2013: Passive bond investment unlikely to make you rich, says Schroders
A passive approach to fixed income markets is “unlikely to make you rich” in 2013, says Schroders.
Yields on both corporate and government bonds have reached a low point this year, as investors have moved out along the yield curve and credit spectrum in response to falling cash rates.
As a result, investment in bonds often is not even capable of beating inflation, let alone of providing a decent return.
Bob Jolly, head of global macro at Schroders, thinks the coming year will see markets swinging between “euphoria – when either growth or politicians offer positive surprises – and misery – when either the political system takes its collective foot off the reform agenda or we see a temporary ebbing in economic momentum.”
In the coming year, there are a number of global themes on the watch list for Schroders. They include the French economy, inflation concerns in the UK, Chinese fiscal policy and the threat of the fiscal cliff in the US.
Politics will remain a key driver for the bond markets in 2013. Jolly says: “Policy error has the potential to make a bad situation considerably worse.”
Jolly explains that in normal conditions, markets can usually rely on either government spending or central bank easing to come to the rescue if negative domestic or external pressures drive down short term growth expectations.
However, “today, with very little policy room for manoeuvre, the negative impact of, say, an oil price or fiscal policy shock, would be considerably worse than normal due to the lack of policy options available to deal with such a shock.”
“Markets dislike volatility, perhaps more than they dislike bad news itself,” Jolly continues. “Uncertainty over the probability of both the implementation of structural reform and whether governments have the willingness to commit what might be described as political harakiri also drive market volatility.”

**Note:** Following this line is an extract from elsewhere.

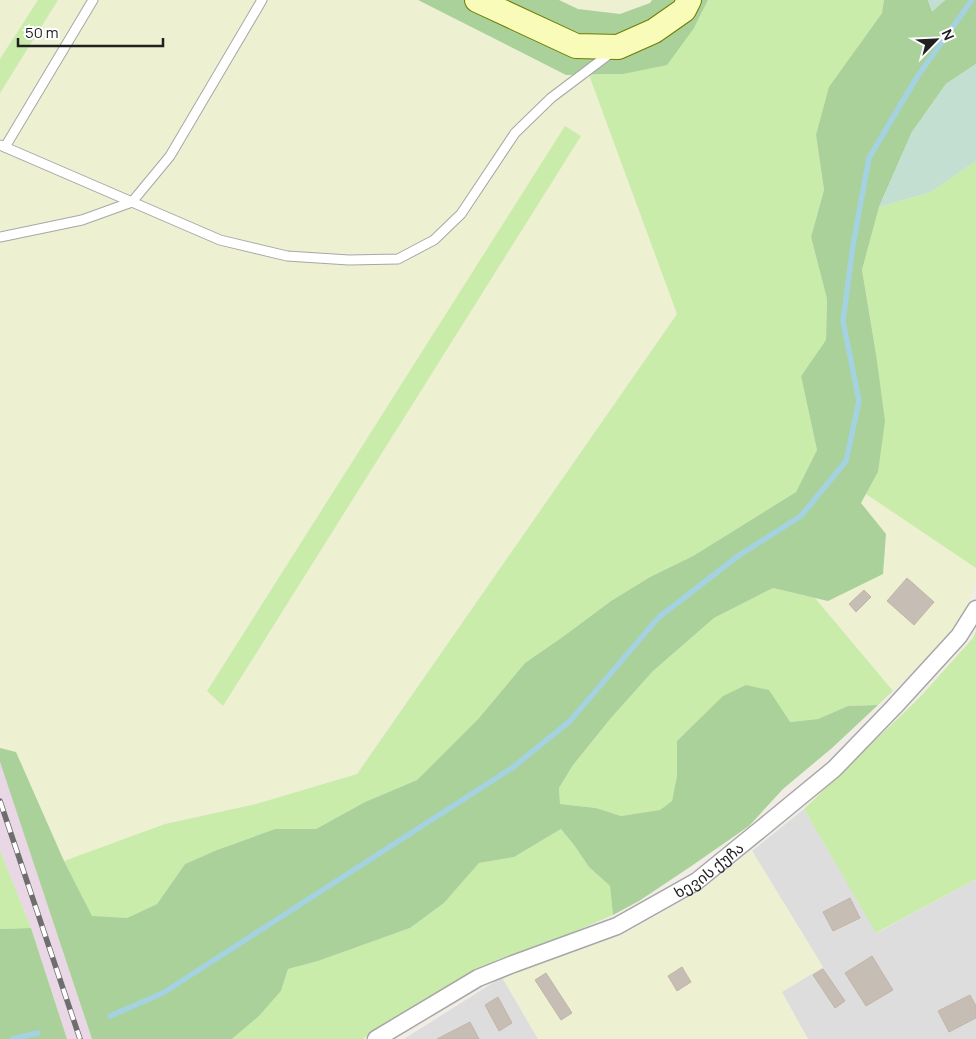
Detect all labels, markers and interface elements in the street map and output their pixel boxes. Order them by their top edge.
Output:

The mantra successfully used by the Schroders global multi-sector fixed income team in 2012 has been “fade rather than follow.”
This means that they tend to buy when the market is nervous and sell when it is rallying. Jolly expects the same strategy will work in the coming year, too.
Across the globe, Schroders foresees an ongoing need for balance sheet repair, both in households and governments. This means the global economy will be in a long term period of financial repression.
At the same time, there is a growing risk of a currency battle, “perhaps even war.” The easiest way to boost exports, which Western countries desperately need to do, is to depreciate a country’s currency. This makes its exports more competitive on the global market.
Jolly says Asian countries in particular are likely to feel the pressure to allow a more rapid appreciation of their currencies to help the transition.
Asian countries, especially China, are also expected to introduce measure to boost domestic consumption. This will put further downward pressure on some industrial economies, such as Australia.
The market expectations regarding a likely timeline for a supportive change in monetary policy have changed. Looking into the new year, the return to normality seems to be an increasingly distant possibility, which Schroders has labelled “The Long and Winding Road”, in tribute to the 1970 hit song by The Beatles.